The configuration of the electrostatic chuck 100 in the above embodiment is merely an example and can be variously modified. For example, in the above embodiment, the resistance temperature detectors 600 have three resistance elements (first resistance element 610, second resistor element 610, second) in which the positions in the Z-axis direction are different from each other and are connected in series with each other. Two or 4 resistance temperature detectors 600, each of which is composed of a resistor element 620 and a third resistance element 630), have different positions in the Z-axis direction and are connected in series with each other. It may be composed of one or more resistance elements. Even with such a configuration, the resolution of temperature measurement based on the resistance value of the resistance temperature detector 600 can be improved by increasing the resistance value of the resistance temperature detector 600, and the ceramics by the resistance temperature detector 600 can be improved.
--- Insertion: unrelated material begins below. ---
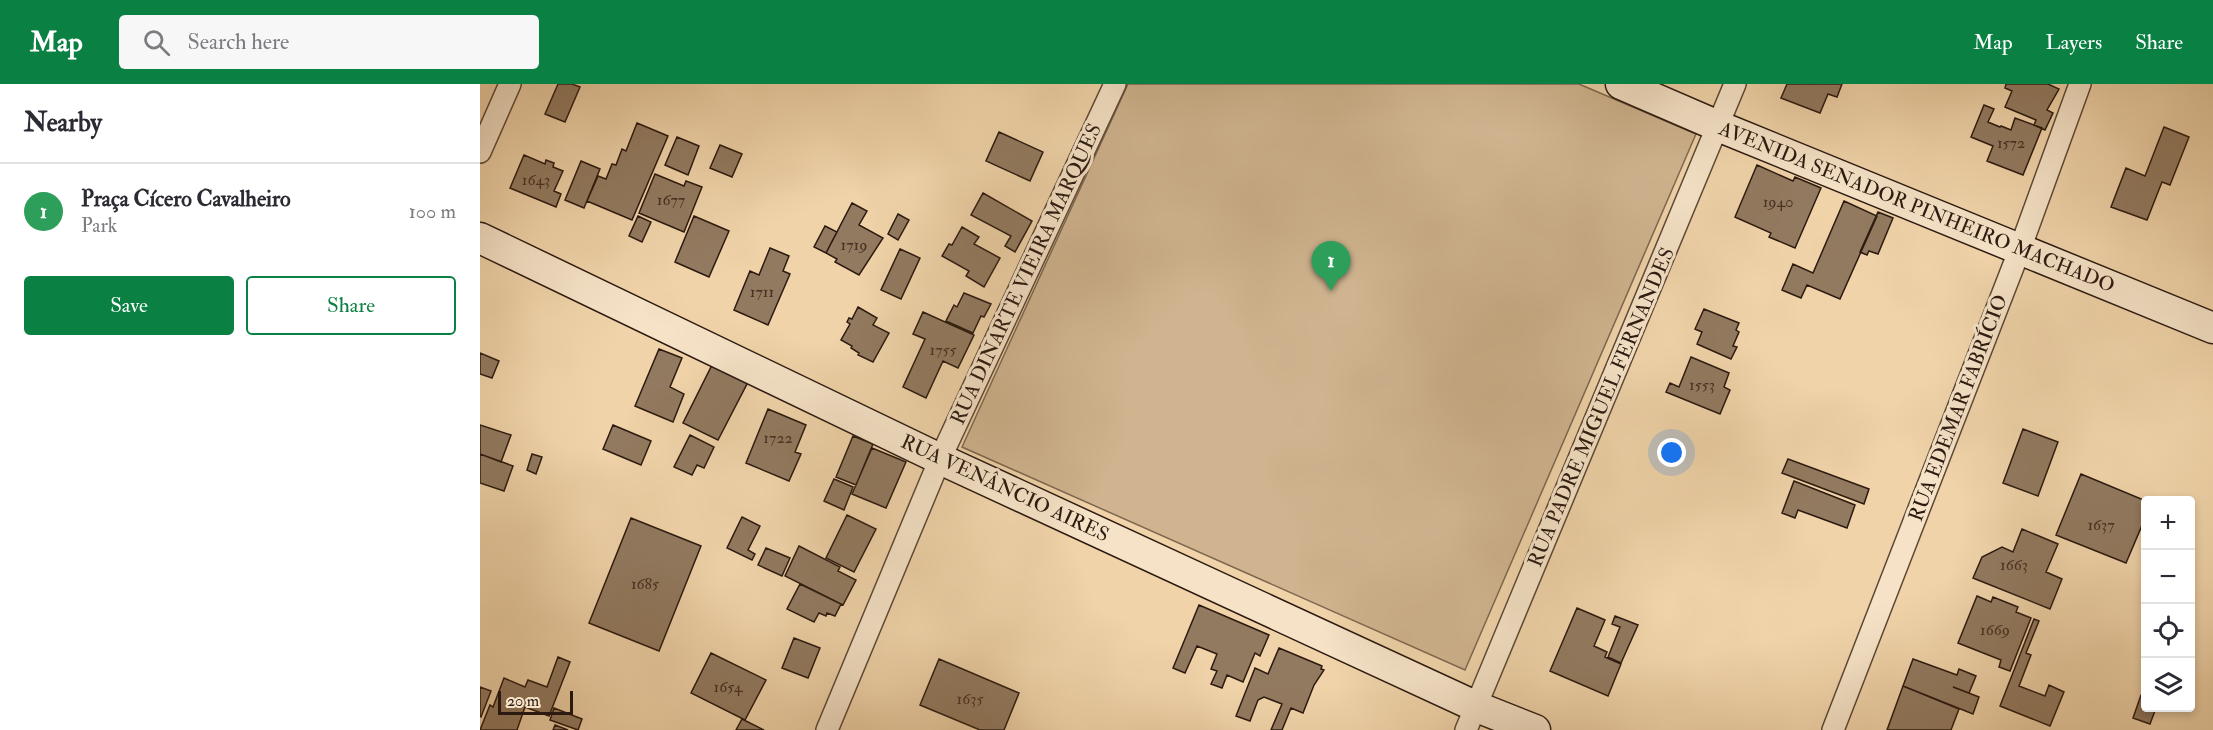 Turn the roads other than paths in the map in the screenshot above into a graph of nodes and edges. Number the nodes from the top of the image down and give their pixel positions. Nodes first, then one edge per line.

The accuracy of temperature measurement of the segment SE of the plate 10 can be improved. The resistance temperature detector 600 does not necessarily have to be composed of a plurality of layers of resistance elements, and may be composed of a single layer of resistance elements.

Further, in the above embodiment, the line widths of the first conductive line 711 and the second conductive line 712 constituting the line pair 710 included in the resistance temperature detector driver 70 are electrically connected to the line pair 710. Although it is made thicker than the line width of the resistance temperature detector 600, even if the line width of only one of the first conductive line and the second conductive line is thicker than the line width of the resistance thermometer 600. good. Even with such a configuration, the resolution of the temperature measurement based on the resistance value of the resistance temperature measuring resistor 600 can be improved by relatively increasing the resistance value of the resistance temperature measuring resistor 600, and the resistance temperature measuring resistor 600 can be improved. The accuracy of temperature measurement of the segment SE of the ceramic plate 10 by 600 can be improved, and the resistance value of the conductive line (first conductive line 711 or second conductive line 712) is relatively low. The ratio of the resistance value of line vs. 710 to the resistance value of the electric circuit including the resistance temperature detector 600 and line pair 710 can be reduced, and the accuracy of temperature measurement of each segment SE using the resistance temperature detector 600 can be reduced. Can be effectively improved. It should be noted that the line widths of the first conductive line 711 and / or the second conductive line 712 constituting the line pair 710 included in the resistance temperature detector driver 70 are electrically connected to the line pair 710. It does not have to be thicker than the line width of the resistance temperature detector 600, and there may be a place where the line widths of the first conductive line 711 and the second conductive line 712 are equal to or less than the line width of the resistance temperature detector 600. ..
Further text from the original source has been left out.